Example 8: Multiple Regression Analysis

This example is based on the data file Poverty.sta that is included with your STATISTICA program. Open this data file via the File - Open Examples menu; it is in the Datasets folder. Refer to Example 7 demonstrating simple regression analysis for a description of the datafile. See also the Introductory Overview of Multiple Regression for a discussion of these methods.

For this example several possible correlates of poverty will be analyzed and the relative degree to which each predicts the percent of families below the poverty line in a county will be determined. Thus, you will treat variable 3 (Pt_Poor) as the dependent or criterion variable, and the remaining variables will be treated as continuous predictor variables.

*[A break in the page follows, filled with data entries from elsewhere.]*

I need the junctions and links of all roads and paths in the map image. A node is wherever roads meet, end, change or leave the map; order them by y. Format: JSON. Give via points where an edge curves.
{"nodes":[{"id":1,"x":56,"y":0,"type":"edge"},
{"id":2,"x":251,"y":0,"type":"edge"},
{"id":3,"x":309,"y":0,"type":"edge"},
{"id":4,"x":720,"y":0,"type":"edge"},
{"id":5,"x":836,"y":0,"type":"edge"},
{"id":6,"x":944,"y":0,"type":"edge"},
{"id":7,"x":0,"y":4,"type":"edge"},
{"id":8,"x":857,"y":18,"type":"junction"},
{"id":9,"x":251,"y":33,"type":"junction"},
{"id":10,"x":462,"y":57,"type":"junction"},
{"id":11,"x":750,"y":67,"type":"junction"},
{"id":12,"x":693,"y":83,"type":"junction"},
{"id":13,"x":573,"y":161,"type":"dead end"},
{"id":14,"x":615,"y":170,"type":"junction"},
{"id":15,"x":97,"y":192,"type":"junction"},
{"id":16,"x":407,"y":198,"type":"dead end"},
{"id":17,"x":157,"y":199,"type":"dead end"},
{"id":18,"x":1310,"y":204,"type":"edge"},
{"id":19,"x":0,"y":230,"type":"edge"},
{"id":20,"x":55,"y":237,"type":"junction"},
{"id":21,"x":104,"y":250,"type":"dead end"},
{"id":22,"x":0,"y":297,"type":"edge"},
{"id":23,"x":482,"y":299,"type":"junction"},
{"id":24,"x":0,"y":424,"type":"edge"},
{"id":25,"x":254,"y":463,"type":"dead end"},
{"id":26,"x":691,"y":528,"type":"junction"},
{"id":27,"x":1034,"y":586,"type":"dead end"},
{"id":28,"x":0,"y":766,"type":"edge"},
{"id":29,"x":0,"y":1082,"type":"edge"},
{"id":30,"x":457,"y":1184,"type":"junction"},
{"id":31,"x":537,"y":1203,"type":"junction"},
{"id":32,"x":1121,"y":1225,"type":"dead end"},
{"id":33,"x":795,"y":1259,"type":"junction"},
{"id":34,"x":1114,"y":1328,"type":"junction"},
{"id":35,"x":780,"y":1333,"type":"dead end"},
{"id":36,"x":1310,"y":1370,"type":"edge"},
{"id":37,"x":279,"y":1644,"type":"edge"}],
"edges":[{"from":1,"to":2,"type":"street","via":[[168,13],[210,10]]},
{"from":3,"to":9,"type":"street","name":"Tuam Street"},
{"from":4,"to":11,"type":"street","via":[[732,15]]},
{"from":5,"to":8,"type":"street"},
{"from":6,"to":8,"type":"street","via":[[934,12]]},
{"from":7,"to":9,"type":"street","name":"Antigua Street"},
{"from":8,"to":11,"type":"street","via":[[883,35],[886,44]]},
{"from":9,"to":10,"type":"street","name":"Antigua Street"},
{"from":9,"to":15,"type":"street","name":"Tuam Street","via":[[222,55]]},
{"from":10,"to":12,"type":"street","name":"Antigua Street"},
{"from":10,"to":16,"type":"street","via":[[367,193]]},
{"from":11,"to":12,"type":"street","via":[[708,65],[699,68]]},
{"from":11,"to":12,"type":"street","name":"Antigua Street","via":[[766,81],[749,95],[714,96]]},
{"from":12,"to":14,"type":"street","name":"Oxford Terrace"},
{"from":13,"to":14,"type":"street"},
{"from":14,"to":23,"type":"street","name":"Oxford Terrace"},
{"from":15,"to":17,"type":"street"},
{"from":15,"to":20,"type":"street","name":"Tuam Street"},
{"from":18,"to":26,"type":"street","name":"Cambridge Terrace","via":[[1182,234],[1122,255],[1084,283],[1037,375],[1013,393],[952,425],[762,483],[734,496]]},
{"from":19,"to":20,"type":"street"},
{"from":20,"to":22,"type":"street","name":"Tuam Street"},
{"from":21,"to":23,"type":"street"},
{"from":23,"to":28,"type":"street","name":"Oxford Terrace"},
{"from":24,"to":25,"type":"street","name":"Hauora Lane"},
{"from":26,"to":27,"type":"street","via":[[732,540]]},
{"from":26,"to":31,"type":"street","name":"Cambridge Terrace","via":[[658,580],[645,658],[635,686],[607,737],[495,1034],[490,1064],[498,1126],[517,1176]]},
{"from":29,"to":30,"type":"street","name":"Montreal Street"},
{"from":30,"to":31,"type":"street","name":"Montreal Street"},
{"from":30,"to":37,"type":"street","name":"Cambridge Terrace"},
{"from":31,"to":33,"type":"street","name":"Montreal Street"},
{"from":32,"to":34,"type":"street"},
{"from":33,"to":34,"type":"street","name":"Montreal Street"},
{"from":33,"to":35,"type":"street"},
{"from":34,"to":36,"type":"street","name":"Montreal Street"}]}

Specifying the analysis. To perform the analysis, select General Linear Models from the Statistics - Advanced Linear/Nonlinear Models menu to display the General Linear Models (GLM) Startup Panel. Select Multiple regression as the Type of analysis, Quick specs dialog as the Specification method, and then click the OK button to display the GLM Multiple Regression Quick Specs dialog. Click the Variables button to display the standard variable selection dialog. Here, select Pt_Poor as the Dependent variable list and the remaining variables as the Predictor variables, and then click the OK button to return to the GLM Multiple Regression Quick Specs dialog.

To view the syntax program automatically generated from the dialog specifications, click the Syntax editor button on the GLM Multiple Regression Quick Specs dialog to display the GLM Analysis Syntax Editor dialog.

GLM;

The remainder of the specifications for this analysis can use the default specifications, so click the OK (Run) button on the GLM Analysis Syntax Editor dialog or the OK button on the GLM Multiple Regression Quick Specs dialog to perform the analysis.

Reviewing Results.

Regression coefficients. When the GLM Results dialog comes up, click the Coefficients button on the Summary tab. In order to learn which of the independent variables contribute most to the prediction of poverty, examine the unstandardized regression (or B) coefficients and the standardized regression (or Beta) coefficients.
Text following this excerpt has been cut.